L’image de la gymnaste Nadia Comăneci, récurrente tout au long du roman, constitue une métaphore puissante de la résilience d’Ilaria. Comme la gymnaste sur la poutre, elle s’accroche malgré ses peurs, trouvant son équilibre dans l’incertitude. « C’est comme les enchaînements de Nadia Comăneci. Pour élargir le récit, il faut repousser les limites, désobéir à la logique, trouver l’endroit où le corps bascule et atteint un nouvel équilibre. » Chaque défi relevé, chaque saut dans l’inconnu, est donc une victoire personnelle sur un environnement qui la contraint sans cesse. Ilaria apprend ainsi à transformer l’instabilité en force, la vulnérabilité en résilience, et cette métaphore se révèle particulièrement puissante dans sa quête de liberté intérieure.
Une ode à la liberté arrachée
Ilaria ou la conquête de la désobéissance est un récit d’une rare intensité, où la liberté se construit comme un processus de longue haleine, loin d’être un état figé. Gabriella Zalapì dresse le portrait d’une jeunesse qui doit affronter ses propres fantômes pour se libérer des influences toxiques et parvenir à une quête de vérité. Ce roman résonne avec d’autres grands récits de la rébellion enfantine, comme Un sac de billes de Joseph Joffo ou L’Attrape-cœurs de J.D. Salinger, qui montrent que la véritable maturité passe par l’acceptation de sa vulnérabilité, mais aussi par le courage de dire non.
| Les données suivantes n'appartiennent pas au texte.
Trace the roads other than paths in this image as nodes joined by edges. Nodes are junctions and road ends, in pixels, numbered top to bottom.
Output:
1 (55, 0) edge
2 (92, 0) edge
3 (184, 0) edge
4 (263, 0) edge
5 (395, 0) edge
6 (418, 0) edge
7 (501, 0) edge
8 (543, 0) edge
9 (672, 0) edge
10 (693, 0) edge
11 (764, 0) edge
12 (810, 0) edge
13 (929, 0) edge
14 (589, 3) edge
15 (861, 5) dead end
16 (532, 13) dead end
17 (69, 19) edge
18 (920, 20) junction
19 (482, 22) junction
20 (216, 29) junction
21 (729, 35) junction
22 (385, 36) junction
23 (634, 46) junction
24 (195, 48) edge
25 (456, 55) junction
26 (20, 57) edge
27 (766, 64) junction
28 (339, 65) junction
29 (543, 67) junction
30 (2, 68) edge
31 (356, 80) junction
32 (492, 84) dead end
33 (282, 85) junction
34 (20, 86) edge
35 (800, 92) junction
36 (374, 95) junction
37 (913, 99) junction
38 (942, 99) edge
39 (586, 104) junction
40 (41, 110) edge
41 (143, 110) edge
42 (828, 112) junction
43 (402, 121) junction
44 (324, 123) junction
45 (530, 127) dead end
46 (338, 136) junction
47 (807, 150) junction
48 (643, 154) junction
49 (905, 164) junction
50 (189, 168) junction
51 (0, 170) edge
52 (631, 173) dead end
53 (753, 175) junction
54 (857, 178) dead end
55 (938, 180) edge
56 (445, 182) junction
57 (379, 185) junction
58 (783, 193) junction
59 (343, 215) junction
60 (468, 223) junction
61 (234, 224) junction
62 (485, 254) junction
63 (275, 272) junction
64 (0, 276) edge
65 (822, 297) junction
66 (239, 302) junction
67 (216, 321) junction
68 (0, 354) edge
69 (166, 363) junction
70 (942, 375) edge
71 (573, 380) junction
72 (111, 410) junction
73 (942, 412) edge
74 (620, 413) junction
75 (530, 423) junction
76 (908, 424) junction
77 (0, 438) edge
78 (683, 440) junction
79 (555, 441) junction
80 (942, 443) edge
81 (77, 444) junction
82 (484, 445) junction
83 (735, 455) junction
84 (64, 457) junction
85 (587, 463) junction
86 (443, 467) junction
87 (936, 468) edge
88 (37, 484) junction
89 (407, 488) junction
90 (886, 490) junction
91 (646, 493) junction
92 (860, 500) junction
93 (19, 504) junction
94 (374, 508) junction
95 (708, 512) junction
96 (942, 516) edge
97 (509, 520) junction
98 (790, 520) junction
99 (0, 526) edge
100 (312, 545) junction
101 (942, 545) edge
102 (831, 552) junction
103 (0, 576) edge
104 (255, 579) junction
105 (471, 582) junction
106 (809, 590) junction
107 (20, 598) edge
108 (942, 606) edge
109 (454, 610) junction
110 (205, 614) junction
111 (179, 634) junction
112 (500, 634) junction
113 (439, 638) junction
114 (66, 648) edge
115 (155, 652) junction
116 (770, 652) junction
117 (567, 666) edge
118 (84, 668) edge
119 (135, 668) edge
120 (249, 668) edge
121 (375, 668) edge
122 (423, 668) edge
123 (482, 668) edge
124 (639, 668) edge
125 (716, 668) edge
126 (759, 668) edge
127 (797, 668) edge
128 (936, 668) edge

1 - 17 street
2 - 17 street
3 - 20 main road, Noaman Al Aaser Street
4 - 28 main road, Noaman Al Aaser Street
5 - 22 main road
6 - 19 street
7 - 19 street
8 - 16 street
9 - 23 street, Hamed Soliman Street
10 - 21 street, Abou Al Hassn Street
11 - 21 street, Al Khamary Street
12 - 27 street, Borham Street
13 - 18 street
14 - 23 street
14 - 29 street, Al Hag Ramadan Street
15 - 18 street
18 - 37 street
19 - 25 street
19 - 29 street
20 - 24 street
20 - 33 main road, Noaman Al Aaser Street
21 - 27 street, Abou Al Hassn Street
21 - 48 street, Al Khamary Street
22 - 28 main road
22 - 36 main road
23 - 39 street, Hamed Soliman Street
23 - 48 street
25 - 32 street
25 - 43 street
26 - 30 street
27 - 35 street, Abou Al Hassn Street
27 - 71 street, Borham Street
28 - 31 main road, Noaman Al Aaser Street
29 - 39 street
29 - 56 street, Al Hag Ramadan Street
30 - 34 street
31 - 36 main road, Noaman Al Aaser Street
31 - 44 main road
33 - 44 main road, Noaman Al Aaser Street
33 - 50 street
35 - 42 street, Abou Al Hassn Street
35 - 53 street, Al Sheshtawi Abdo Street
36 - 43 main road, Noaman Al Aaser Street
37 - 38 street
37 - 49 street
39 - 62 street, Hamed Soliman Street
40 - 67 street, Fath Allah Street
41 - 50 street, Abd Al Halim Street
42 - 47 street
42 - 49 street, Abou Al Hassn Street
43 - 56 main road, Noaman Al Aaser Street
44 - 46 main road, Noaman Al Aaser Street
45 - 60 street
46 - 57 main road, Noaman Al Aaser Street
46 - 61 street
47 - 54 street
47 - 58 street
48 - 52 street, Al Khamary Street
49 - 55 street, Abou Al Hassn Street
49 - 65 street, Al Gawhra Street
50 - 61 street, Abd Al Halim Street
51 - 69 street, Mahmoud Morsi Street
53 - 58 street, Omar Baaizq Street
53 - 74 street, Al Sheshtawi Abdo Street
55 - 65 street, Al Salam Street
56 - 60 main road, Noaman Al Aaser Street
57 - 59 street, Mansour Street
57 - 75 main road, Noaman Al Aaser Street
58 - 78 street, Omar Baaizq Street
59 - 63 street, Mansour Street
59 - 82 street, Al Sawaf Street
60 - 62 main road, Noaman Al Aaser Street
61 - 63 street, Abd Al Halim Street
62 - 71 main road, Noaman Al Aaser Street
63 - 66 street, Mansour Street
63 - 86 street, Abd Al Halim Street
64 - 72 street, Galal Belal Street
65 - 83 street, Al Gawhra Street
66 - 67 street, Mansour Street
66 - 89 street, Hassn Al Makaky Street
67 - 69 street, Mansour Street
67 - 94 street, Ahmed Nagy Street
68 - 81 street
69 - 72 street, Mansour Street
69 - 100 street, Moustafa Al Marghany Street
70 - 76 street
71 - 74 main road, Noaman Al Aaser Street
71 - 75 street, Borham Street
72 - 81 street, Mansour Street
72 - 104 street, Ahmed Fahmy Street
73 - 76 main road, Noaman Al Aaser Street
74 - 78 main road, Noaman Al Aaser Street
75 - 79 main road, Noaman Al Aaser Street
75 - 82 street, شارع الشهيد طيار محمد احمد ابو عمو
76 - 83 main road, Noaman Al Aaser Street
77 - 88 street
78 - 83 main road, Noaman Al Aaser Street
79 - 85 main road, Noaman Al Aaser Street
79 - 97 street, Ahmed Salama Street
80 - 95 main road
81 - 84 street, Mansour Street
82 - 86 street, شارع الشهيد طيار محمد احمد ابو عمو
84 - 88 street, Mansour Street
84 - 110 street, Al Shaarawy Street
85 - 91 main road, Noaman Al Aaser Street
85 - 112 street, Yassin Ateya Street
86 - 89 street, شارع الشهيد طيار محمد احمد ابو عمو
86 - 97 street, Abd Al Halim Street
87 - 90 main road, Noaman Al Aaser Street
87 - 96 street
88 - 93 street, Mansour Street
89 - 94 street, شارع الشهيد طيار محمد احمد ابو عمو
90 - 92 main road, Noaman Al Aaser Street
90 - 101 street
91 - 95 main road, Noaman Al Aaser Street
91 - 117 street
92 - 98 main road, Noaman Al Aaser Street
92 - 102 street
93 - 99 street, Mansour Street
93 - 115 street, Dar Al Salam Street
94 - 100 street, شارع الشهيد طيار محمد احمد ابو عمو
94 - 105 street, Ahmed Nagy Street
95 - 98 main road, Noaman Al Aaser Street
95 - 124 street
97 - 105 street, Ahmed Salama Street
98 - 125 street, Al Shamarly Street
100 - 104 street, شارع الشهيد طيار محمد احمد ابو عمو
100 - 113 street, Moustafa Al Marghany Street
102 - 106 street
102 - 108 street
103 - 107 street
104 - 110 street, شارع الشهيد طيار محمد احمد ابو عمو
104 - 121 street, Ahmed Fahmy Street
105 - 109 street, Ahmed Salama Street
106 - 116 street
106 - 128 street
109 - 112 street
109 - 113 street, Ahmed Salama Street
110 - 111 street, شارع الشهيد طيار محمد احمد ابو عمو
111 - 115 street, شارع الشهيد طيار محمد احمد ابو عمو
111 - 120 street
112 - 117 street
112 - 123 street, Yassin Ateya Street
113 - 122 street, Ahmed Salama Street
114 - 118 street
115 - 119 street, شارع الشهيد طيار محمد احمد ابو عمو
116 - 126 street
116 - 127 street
Gabriella Zalapì signe une œuvre poignante et lumineuse, rappelant que l’émancipation est une conquête de chaque instant, et que la désobéissance, lorsqu’elle est motivée par le besoin de vérité, représente l’un des plus beaux actes de courage. Elle capte ainsi l’essence d’un voyage intérieur complexe, marqué par la résilience, la vulnérabilité et la recherche incessante d’une liberté authentique.